Segment Open

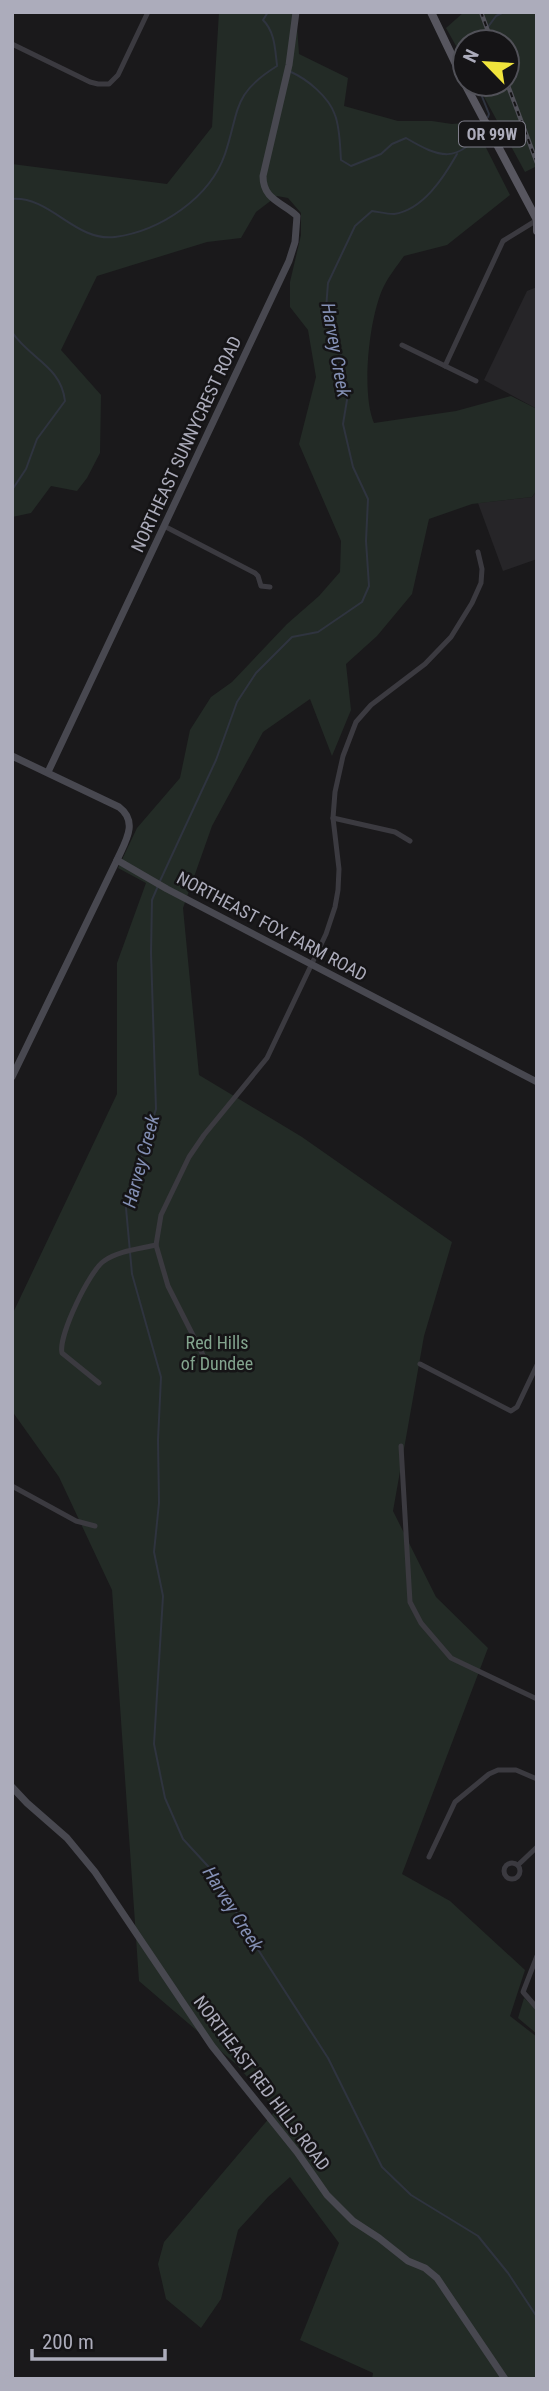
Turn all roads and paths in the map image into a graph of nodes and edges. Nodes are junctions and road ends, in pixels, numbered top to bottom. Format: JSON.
{"nodes":[{"id":1,"x":148,"y":12,"type":"edge"},
{"id":2,"x":296,"y":12,"type":"edge"},
{"id":3,"x":431,"y":12,"type":"edge"},
{"id":4,"x":12,"y":44,"type":"edge"},
{"id":5,"x":451,"y":55,"type":"edge"},
{"id":6,"x":472,"y":98,"type":"edge"},
{"id":7,"x":537,"y":220,"type":"edge"},
{"id":8,"x":537,"y":230,"type":"edge"},
{"id":9,"x":402,"y":345,"type":"dead end"},
{"id":10,"x":445,"y":366,"type":"junction"},
{"id":11,"x":477,"y":381,"type":"dead end"},
{"id":12,"x":164,"y":526,"type":"junction"},
{"id":13,"x":478,"y":552,"type":"dead end"},
{"id":14,"x":271,"y":587,"type":"dead end"},
{"id":15,"x":12,"y":756,"type":"edge"},
{"id":16,"x":48,"y":772,"type":"junction"},
{"id":17,"x":333,"y":818,"type":"junction"},
{"id":18,"x":410,"y":841,"type":"dead end"},
{"id":19,"x":117,"y":860,"type":"junction"},
{"id":20,"x":310,"y":964,"type":"junction"},
{"id":21,"x":12,"y":1077,"type":"edge"},
{"id":22,"x":537,"y":1082,"type":"edge"},
{"id":23,"x":156,"y":1245,"type":"junction"},
{"id":24,"x":206,"y":1361,"type":"dead end"},
{"id":25,"x":420,"y":1364,"type":"dead end"},
{"id":26,"x":537,"y":1365,"type":"edge"},
{"id":27,"x":99,"y":1383,"type":"dead end"},
{"id":28,"x":401,"y":1446,"type":"dead end"},
{"id":29,"x":12,"y":1486,"type":"edge"},
{"id":30,"x":95,"y":1526,"type":"dead end"},
{"id":31,"x":537,"y":1699,"type":"edge"},
{"id":32,"x":537,"y":1779,"type":"edge"},
{"id":33,"x":12,"y":1787,"type":"edge"},
{"id":34,"x":537,"y":1847,"type":"edge"},
{"id":35,"x":429,"y":1857,"type":"dead end"},
{"id":36,"x":518,"y":1865,"type":"dead end"},
{"id":37,"x":537,"y":1956,"type":"edge"},
{"id":38,"x":537,"y":2008,"type":"edge"},
{"id":39,"x":505,"y":2379,"type":"edge"}],
"edges":[{"from":1,"to":4,"type":"street"},
{"from":2,"to":12,"type":"street","name":"NORTHEAST SUNNYCREST ROAD"},
{"from":3,"to":5,"type":"main road","number":"OR 99W"},
{"from":6,"to":7,"type":"main road","number":"OR 99W"},
{"from":7,"to":8,"type":"main road","number":"OR 99W"},
{"from":7,"to":10,"type":"street"},
{"from":9,"to":10,"type":"street"},
{"from":10,"to":11,"type":"street"},
{"from":12,"to":14,"type":"street"},
{"from":12,"to":16,"type":"street","name":"NORTHEAST SUNNYCREST ROAD"},
{"from":13,"to":17,"type":"street"},
{"from":15,"to":16,"type":"street"},
{"from":16,"to":19,"type":"street"},
{"from":17,"to":18,"type":"street"},
{"from":17,"to":20,"type":"street"},
{"from":19,"to":20,"type":"street","name":"NORTHEAST FOX FARM ROAD"},
{"from":19,"to":21,"type":"street"},
{"from":20,"to":22,"type":"street","name":"NORTHEAST FOX FARM ROAD"},
{"from":20,"to":23,"type":"street"},
{"from":23,"to":24,"type":"street"},
{"from":23,"to":27,"type":"street"},
{"from":25,"to":26,"type":"street"},
{"from":28,"to":31,"type":"street"},
{"from":29,"to":30,"type":"street"},
{"from":32,"to":35,"type":"street"},
{"from":33,"to":39,"type":"street","name":"NORTHEAST RED HILLS ROAD"},
{"from":34,"to":36,"type":"street"},
{"from":37,"to":38,"type":"street"}]}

Segment Closed

**What is being asked:** Would you return all of the data above word for word, omitting every picture?

**Output for this task:**
Turn all roads and paths in the map image into a graph of nodes and edges. Nodes are junctions and road ends, in pixels, numbered top to bottom. Format: JSON.
{"nodes":[{"id":1,"x":148,"y":12,"type":"edge"},
{"id":2,"x":296,"y":12,"type":"edge"},
{"id":3,"x":431,"y":12,"type":"edge"},
{"id":4,"x":12,"y":44,"type":"edge"},
{"id":5,"x":451,"y":55,"type":"edge"},
{"id":6,"x":472,"y":98,"type":"edge"},
{"id":7,"x":537,"y":220,"type":"edge"},
{"id":8,"x":537,"y":230,"type":"edge"},
{"id":9,"x":402,"y":345,"type":"dead end"},
{"id":10,"x":445,"y":366,"type":"junction"},
{"id":11,"x":477,"y":381,"type":"dead end"},
{"id":12,"x":164,"y":526,"type":"junction"},
{"id":13,"x":478,"y":552,"type":"dead end"},
{"id":14,"x":271,"y":587,"type":"dead end"},
{"id":15,"x":12,"y":756,"type":"edge"},
{"id":16,"x":48,"y":772,"type":"junction"},
{"id":17,"x":333,"y":818,"type":"junction"},
{"id":18,"x":410,"y":841,"type":"dead end"},
{"id":19,"x":117,"y":860,"type":"junction"},
{"id":20,"x":310,"y":964,"type":"junction"},
{"id":21,"x":12,"y":1077,"type":"edge"},
{"id":22,"x":537,"y":1082,"type":"edge"},
{"id":23,"x":156,"y":1245,"type":"junction"},
{"id":24,"x":206,"y":1361,"type":"dead end"},
{"id":25,"x":420,"y":1364,"type":"dead end"},
{"id":26,"x":537,"y":1365,"type":"edge"},
{"id":27,"x":99,"y":1383,"type":"dead end"},
{"id":28,"x":401,"y":1446,"type":"dead end"},
{"id":29,"x":12,"y":1486,"type":"edge"},
{"id":30,"x":95,"y":1526,"type":"dead end"},
{"id":31,"x":537,"y":1699,"type":"edge"},
{"id":32,"x":537,"y":1779,"type":"edge"},
{"id":33,"x":12,"y":1787,"type":"edge"},
{"id":34,"x":537,"y":1847,"type":"edge"},
{"id":35,"x":429,"y":1857,"type":"dead end"},
{"id":36,"x":518,"y":1865,"type":"dead end"},
{"id":37,"x":537,"y":1956,"type":"edge"},
{"id":38,"x":537,"y":2008,"type":"edge"},
{"id":39,"x":505,"y":2379,"type":"edge"}],
"edges":[{"from":1,"to":4,"type":"street"},
{"from":2,"to":12,"type":"street","name":"NORTHEAST SUNNYCREST ROAD"},
{"from":3,"to":5,"type":"main road","number":"OR 99W"},
{"from":6,"to":7,"type":"main road","number":"OR 99W"},
{"from":7,"to":8,"type":"main road","number":"OR 99W"},
{"from":7,"to":10,"type":"street"},
{"from":9,"to":10,"type":"street"},
{"from":10,"to":11,"type":"street"},
{"from":12,"to":14,"type":"street"},
{"from":12,"to":16,"type":"street","name":"NORTHEAST SUNNYCREST ROAD"},
{"from":13,"to":17,"type":"street"},
{"from":15,"to":16,"type":"street"},
{"from":16,"to":19,"type":"street"},
{"from":17,"to":18,"type":"street"},
{"from":17,"to":20,"type":"street"},
{"from":19,"to":20,"type":"street","name":"NORTHEAST FOX FARM ROAD"},
{"from":19,"to":21,"type":"street"},
{"from":20,"to":22,"type":"street","name":"NORTHEAST FOX FARM ROAD"},
{"from":20,"to":23,"type":"street"},
{"from":23,"to":24,"type":"street"},
{"from":23,"to":27,"type":"street"},
{"from":25,"to":26,"type":"street"},
{"from":28,"to":31,"type":"street"},
{"from":29,"to":30,"type":"street"},
{"from":32,"to":35,"type":"street"},
{"from":33,"to":39,"type":"street","name":"NORTHEAST RED HILLS ROAD"},
{"from":34,"to":36,"type":"street"},
{"from":37,"to":38,"type":"street"}]}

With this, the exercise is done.